Provvedimenti disciplinari Il testo Bicamerale prevedeva una Corte di Giustizia, formata da nove membri eletti tra i propri componenti dalle due sezioni del CSM (art. 122). L’art. 9 del ddl Alfano, invece, prevede una Corte di disciplina – con una sezione per i giudici e una per i pm – i cui componenti sono eletti per metà dal Parlamento (attingendo a docenti e avvocati) e per metà dai giudici e pm (attingendo a loro colleghi, previo sorteggio degli eleggibili). La differenza è notevole, mi pare.
Obbligatorietà dell’azione penale
Il progetto Bicamerale statuiva che “il pubblico ministero ha l’obbligo di esercitare l’azione penale e a tal fine avvia le indagini quando ha notizia di un reato” (art. 132), mentre il ddl Alfano precisa che “l’ufficio del pubblico ministero ha l’obbligo di esercitare l’azione penale secondo i criteri stabiliti dalla legge” (art. 15). Il cambiamento, anche per i rimandi alla legge ordinaria, è molto pesante.
Polizia giudiziaria
Secondo la Bicamerale (art. 127) “L’autorità giudiziaria dispone direttamente della polizia giudiziaria. La legge ne stabilisce le modalità”, il ddl Alfano invece prevede (art. 12) che “il giudice e il pubblico ministero dispongono della polizia giudiziaria secondo le modalità stabilite dalla legge”. Pure qui, la differenza salta agli occhi e non c’è bisogno di esegeti particolarmente esperti.

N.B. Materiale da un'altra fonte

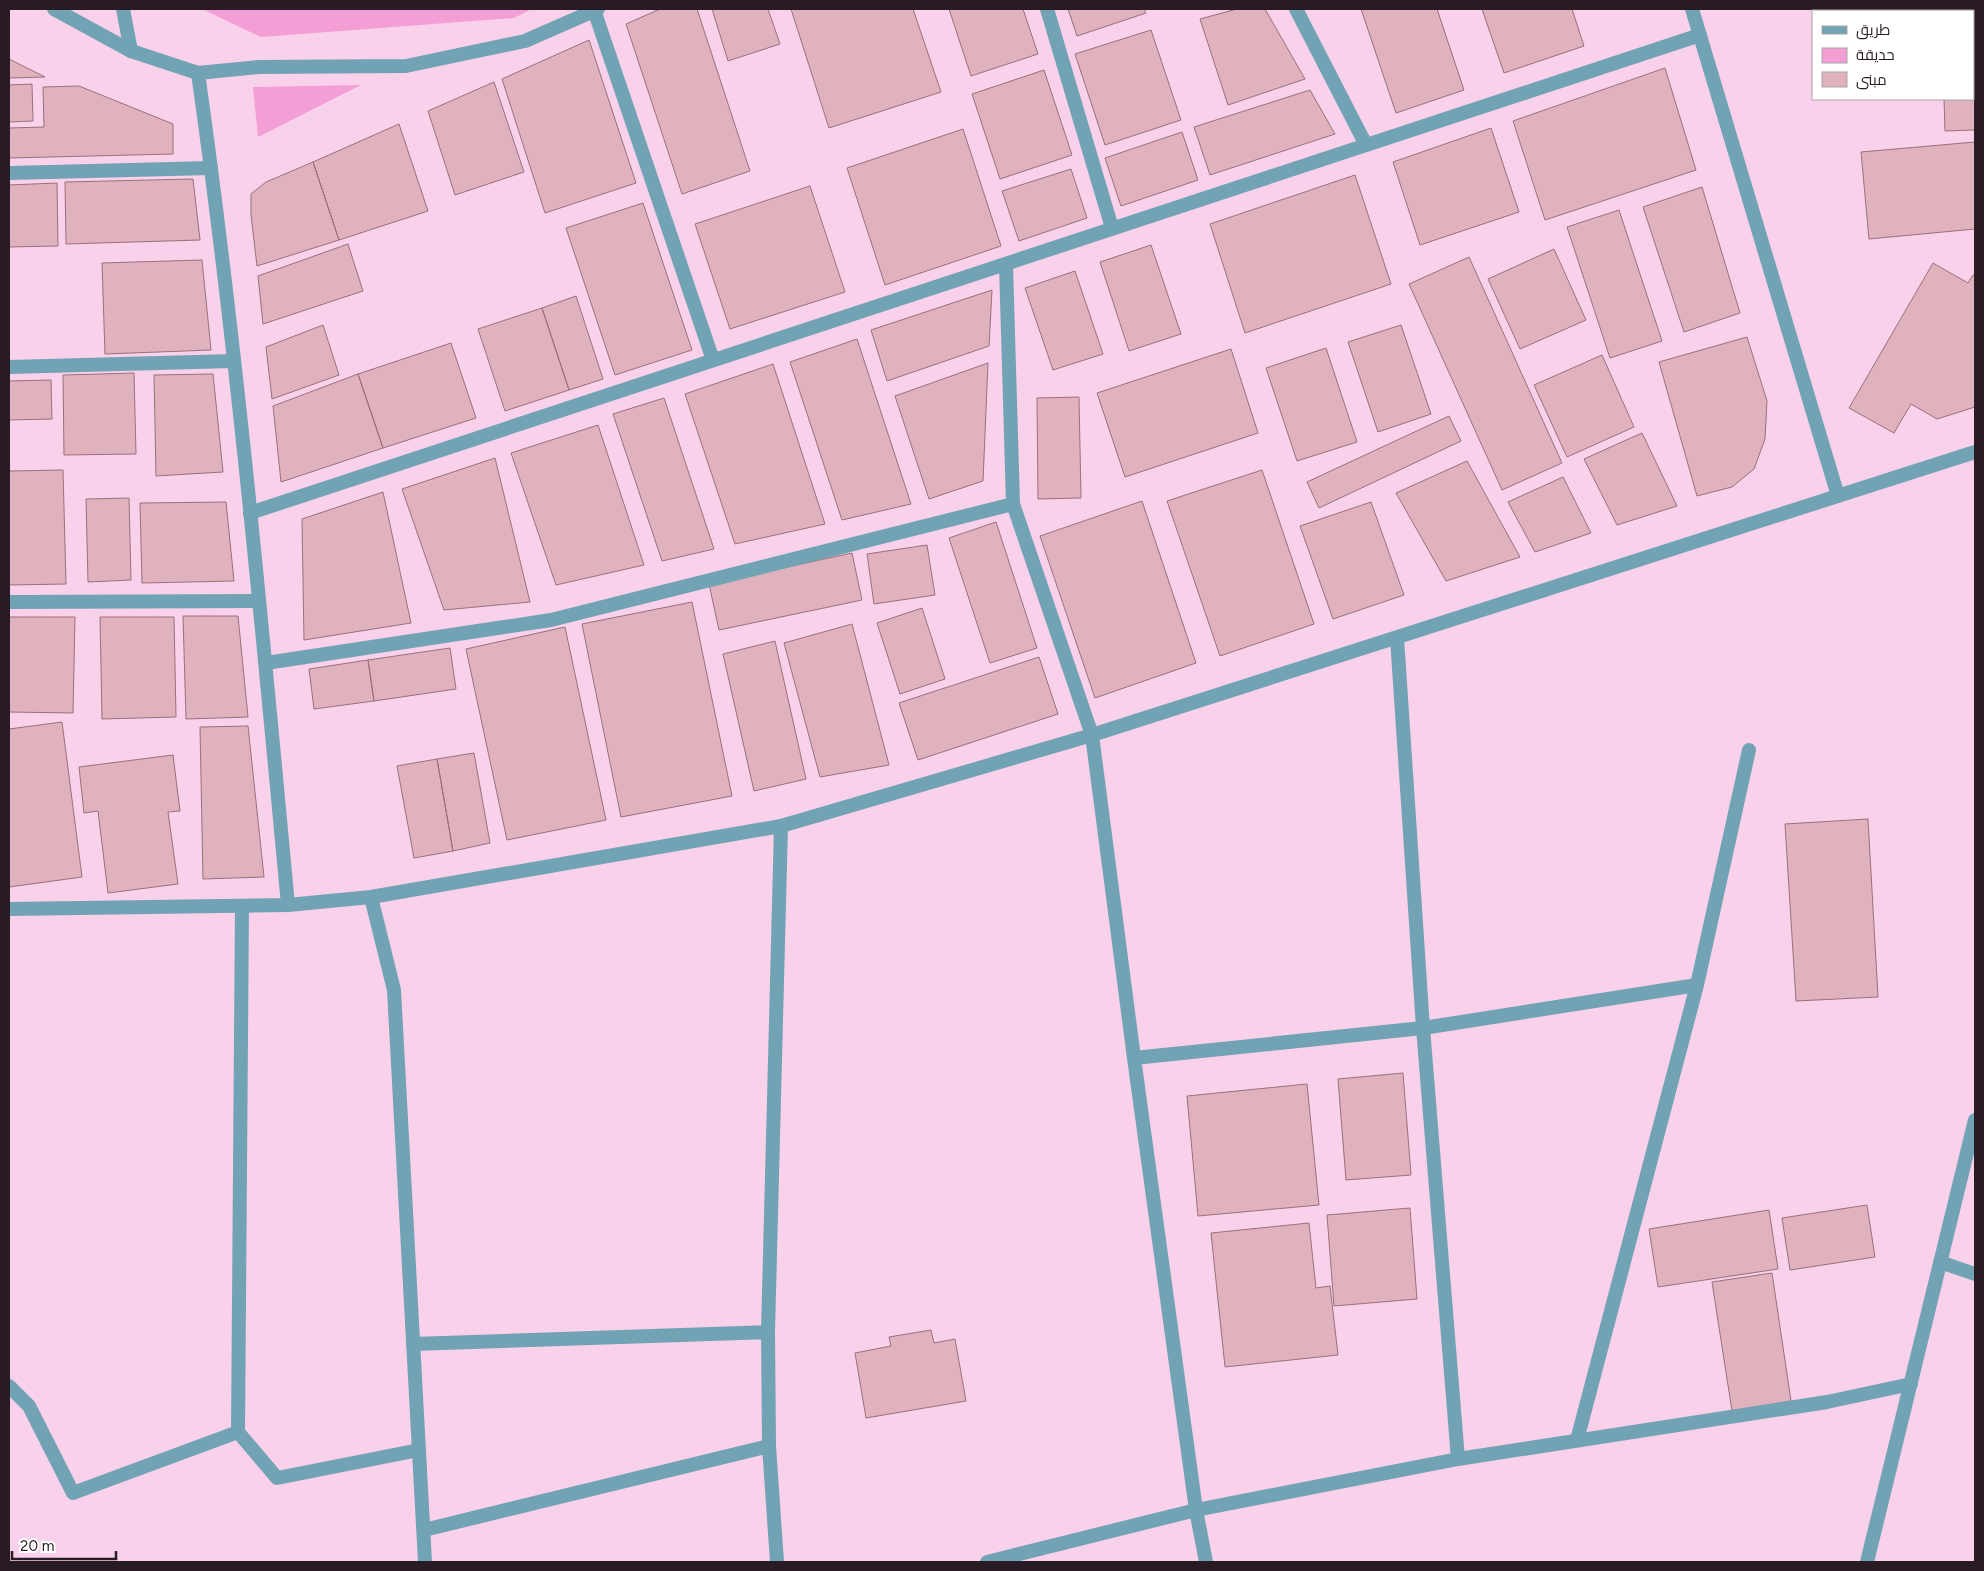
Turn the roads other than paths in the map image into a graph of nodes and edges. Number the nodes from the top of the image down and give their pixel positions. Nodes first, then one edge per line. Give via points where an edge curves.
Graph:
1 (54, 9) edge
2 (124, 9) edge
3 (1047, 9) edge
4 (1296, 9) edge
5 (1692, 9) edge
6 (596, 10) edge
7 (1700, 35) junction
8 (131, 51) junction
9 (198, 73) junction
10 (1366, 145) junction
11 (211, 168) junction
12 (9, 173) edge
13 (1112, 228) junction
14 (1006, 264) junction
15 (713, 360) junction
16 (234, 361) junction
17 (9, 366) edge
18 (1975, 452) edge
19 (1838, 496) junction
20 (1013, 504) junction
21 (250, 513) junction
22 (259, 601) junction
23 (9, 602) edge
24 (1397, 638) junction
25 (266, 663) junction
26 (1092, 735) junction
27 (1749, 750) dead end
28 (781, 826) junction
29 (371, 897) junction
30 (288, 905) junction
31 (242, 906) junction
32 (9, 910) edge
33 (1697, 985) junction
34 (1423, 1028) junction
35 (1134, 1058) junction
36 (1975, 1120) edge
37 (1940, 1262) junction
38 (1975, 1274) edge
39 (768, 1332) junction
40 (413, 1344) junction
41 (1911, 1384) junction
42 (9, 1386) edge
43 (238, 1432) junction
44 (1577, 1440) junction
45 (769, 1446) junction
46 (419, 1450) junction
47 (1458, 1459) junction
48 (1196, 1510) junction
49 (424, 1530) junction
50 (425, 1562) edge
51 (778, 1562) edge
52 (987, 1562) edge
53 (1206, 1562) edge
54 (1867, 1562) edge

1 - 8 street
2 - 8 street
3 - 13 street
4 - 10 street
5 - 7 street
6 - 9 street via 525,41 406,66 259,68
6 - 15 street
7 - 10 street
7 - 19 street
8 - 9 street
9 - 11 street
10 - 13 street
11 - 12 street
11 - 16 street
13 - 14 street
14 - 15 street
14 - 20 street
15 - 21 street
16 - 17 street
16 - 21 street
18 - 19 street
19 - 24 street
20 - 25 street via 551,620
20 - 26 street
21 - 22 street
22 - 23 street
22 - 25 street
24 - 26 street
24 - 34 street
25 - 30 street
26 - 28 street
26 - 35 street
27 - 33 street
28 - 29 street
28 - 39 street
29 - 30 street
29 - 40 street via 394,990
30 - 31 street
31 - 32 street
31 - 43 street
33 - 34 street
33 - 44 street
34 - 35 street
34 - 47 street
35 - 48 street
36 - 37 street
37 - 38 street
37 - 41 street
39 - 40 street
39 - 45 street
40 - 46 street
41 - 44 street via 1827,1402
41 - 54 street
42 - 43 street via 29,1406 74,1493
43 - 46 street via 277,1478
44 - 47 street
45 - 49 street
45 - 51 street
46 - 49 street
47 - 48 street
48 - 52 street
48 - 53 street
49 - 50 street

Responsabilità civile dei magistrati
La Bicamerale lasciava tutto invariato rispetto al dettato costituzionale, mentre il ddl Alfano (art. 16) introduce il principio in base al quale “i magistrati sono direttamente responsabili degli atti compiuti in violazione di diritti al pari degli altri funzionari e dipendenti dello Stato. La legge espressamente disciplina la responsabilità civile dei magistrati per i casi di ingiusta detenzione e di altra indebita limitazione della libertà personale”.